I have a friend who is in a profound state of anger and shock, because her husband of fourteen years left without a word or a warning.  I have a former husband, who is now a friend, who is dying of incurable lung disease.  My friend and former husband have just fallen in love.  This is wonderful!   Love is irrepressible, as it should be.  There are deep, psychic forces, like love, that are irrepressible despite the “prognosis.”  Love is not normally thought of as afflictive, but it often is a cause of pain.

Irrepressible.  So maybe trying to make these emotions go away, or trying to be skillful to effect renunciation, won’t work.  What is left is to accept them, to live with them.  If the emotion is love, then whole-heartedly accept that loving, even though you know it could be painful.  My friend and former husband know that pain lies ahead.  He will die within the year, and she will lose him.  But they are going into this with eyes wide open, and hearts wide open.

To accept that there is suffering and pain, and yet to love with our whole heart is the nature of being alive.

Buddhism talks about “letting go.”  But it may be that letting go is the letting go of resistance – of pushing away, of trying to isolate and protect oneself.  Letting go may be a kind of surrender to your life as it actually is.

Tuesday, May 1, 2012

Soto Zen Hierarchy (2)

It feels safer to have postive thoughts about one’s religious practice.  Devotion and faith and being positive are essential, but one cannot throw out one’s critical thinking. 

I read that scholars have shown that this direct, one-to-one, historical lineage, beginning with the Buddha, is religious fiction. It is a religious myth.  [Although I don't need scholars to tell me that; it seems obvious]

The myth of lineage – not limited at all to Soto Zen – legitimizes and verifies internal structure and hierarchy.  It is a kind of governance and control of who has the power within the organization.  This control does serve the important function of creating coherence and continuity of practice. 

In its most powerful and beneficial aspects, myth of lineage reveres all those who have preserved and brought to us the tradition and practice of Soto Zen.  It honors and remembers all the practitioners that have caused our practice to be what it is today.  Without them, there would be no cohesive practice.  It is the flow of life. 

It is a flow of awakening and buddha-nature, and that is why I felt joy to receive the women's lineage papers from Norman and Chris.

On the other hand, I think we have to see through this.  We need to remember that it is myth. I don’t  believe that we should reify lineage or worship it.  Particular placeholders in the lineage may have existed or not.  And there are the myriad of unknown male and female practitioners who have practiced and influenced our practice who appear on no lineage chart.

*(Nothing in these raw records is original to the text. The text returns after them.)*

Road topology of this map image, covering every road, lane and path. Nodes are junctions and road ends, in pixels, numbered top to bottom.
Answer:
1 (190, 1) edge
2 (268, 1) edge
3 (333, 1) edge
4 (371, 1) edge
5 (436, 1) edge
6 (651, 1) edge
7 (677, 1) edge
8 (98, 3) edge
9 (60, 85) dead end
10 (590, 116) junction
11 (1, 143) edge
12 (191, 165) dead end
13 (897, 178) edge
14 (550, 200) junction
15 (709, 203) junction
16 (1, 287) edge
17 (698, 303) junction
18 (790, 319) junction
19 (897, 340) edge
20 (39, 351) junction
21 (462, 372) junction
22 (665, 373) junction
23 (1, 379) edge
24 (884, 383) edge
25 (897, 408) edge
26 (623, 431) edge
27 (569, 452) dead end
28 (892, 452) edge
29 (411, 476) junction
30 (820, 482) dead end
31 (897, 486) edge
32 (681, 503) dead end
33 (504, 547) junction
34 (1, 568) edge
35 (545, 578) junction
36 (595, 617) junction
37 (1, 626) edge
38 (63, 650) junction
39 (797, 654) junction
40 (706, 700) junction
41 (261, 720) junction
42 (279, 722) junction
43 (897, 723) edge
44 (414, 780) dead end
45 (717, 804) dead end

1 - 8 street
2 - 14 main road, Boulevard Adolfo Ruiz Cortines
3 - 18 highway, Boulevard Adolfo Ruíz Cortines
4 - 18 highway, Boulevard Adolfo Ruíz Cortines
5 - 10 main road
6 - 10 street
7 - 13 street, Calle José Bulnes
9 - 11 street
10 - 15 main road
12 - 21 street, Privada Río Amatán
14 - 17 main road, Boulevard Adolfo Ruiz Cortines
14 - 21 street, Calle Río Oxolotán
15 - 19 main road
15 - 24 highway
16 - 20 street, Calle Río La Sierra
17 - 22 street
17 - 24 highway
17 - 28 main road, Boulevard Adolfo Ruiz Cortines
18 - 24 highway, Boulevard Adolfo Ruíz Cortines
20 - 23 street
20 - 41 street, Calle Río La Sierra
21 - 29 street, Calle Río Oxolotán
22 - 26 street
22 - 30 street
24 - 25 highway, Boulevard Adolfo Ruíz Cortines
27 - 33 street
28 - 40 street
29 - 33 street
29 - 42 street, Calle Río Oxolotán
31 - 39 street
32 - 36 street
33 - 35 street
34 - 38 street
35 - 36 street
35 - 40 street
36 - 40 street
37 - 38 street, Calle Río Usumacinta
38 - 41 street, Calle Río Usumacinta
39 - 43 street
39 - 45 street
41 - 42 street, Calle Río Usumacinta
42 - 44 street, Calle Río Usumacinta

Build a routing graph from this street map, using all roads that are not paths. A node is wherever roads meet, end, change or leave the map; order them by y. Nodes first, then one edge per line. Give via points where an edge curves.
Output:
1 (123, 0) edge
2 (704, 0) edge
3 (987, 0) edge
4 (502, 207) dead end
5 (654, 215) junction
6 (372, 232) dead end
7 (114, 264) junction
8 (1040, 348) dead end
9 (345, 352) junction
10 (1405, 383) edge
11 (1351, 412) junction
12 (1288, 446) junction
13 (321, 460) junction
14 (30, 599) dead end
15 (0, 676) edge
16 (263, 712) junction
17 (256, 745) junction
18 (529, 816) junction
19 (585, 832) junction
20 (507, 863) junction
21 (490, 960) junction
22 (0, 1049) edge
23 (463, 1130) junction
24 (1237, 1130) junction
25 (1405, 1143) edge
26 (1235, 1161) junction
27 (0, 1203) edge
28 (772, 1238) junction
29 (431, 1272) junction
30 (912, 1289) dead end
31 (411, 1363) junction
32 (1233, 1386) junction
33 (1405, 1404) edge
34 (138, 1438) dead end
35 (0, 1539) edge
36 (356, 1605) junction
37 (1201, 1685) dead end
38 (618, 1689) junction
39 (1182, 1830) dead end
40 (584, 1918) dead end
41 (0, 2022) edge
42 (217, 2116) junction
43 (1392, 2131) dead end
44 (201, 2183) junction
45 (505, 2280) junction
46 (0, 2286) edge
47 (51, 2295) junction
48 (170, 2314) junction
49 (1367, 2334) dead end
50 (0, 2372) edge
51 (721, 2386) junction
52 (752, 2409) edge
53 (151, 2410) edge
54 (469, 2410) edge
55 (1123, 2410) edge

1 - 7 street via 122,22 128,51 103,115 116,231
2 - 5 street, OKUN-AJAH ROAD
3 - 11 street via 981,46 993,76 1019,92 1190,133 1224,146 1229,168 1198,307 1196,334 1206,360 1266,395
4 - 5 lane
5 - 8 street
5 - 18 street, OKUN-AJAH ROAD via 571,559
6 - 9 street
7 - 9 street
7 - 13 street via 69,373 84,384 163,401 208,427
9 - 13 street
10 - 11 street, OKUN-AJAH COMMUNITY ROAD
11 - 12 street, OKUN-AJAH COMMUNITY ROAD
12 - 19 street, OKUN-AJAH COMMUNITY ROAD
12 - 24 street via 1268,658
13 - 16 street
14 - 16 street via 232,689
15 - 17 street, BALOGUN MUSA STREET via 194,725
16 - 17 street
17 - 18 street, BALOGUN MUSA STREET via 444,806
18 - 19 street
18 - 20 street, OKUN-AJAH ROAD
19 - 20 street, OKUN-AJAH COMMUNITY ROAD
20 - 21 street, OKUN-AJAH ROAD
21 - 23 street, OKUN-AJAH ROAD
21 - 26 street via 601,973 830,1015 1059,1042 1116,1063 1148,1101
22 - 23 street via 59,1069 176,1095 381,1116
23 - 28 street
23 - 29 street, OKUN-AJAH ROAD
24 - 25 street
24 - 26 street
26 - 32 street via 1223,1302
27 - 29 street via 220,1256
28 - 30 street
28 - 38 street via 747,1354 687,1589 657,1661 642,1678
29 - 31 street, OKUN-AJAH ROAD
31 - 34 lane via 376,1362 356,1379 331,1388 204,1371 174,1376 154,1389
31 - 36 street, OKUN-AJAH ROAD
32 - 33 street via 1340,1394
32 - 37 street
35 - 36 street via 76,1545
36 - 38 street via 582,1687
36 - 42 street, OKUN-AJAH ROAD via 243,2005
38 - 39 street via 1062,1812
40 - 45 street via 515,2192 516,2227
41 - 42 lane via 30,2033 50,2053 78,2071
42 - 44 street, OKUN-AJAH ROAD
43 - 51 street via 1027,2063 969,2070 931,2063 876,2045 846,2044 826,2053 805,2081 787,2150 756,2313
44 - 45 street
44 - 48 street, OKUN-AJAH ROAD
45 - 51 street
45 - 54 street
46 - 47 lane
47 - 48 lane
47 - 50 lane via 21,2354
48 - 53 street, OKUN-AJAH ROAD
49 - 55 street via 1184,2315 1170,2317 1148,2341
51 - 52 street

This morning I read these words of Dogen:

When you find your place where you are, practice occurs, actualizing the fundamental point; for the place, the way, is neither large nor small, neither yours nor others.  The place, the way, has not carried over from the past, and is not merely arising now.

To me, this says it all.  Lineage is a beautiful and necessary metaphor, but it is empty of intrinsic reality.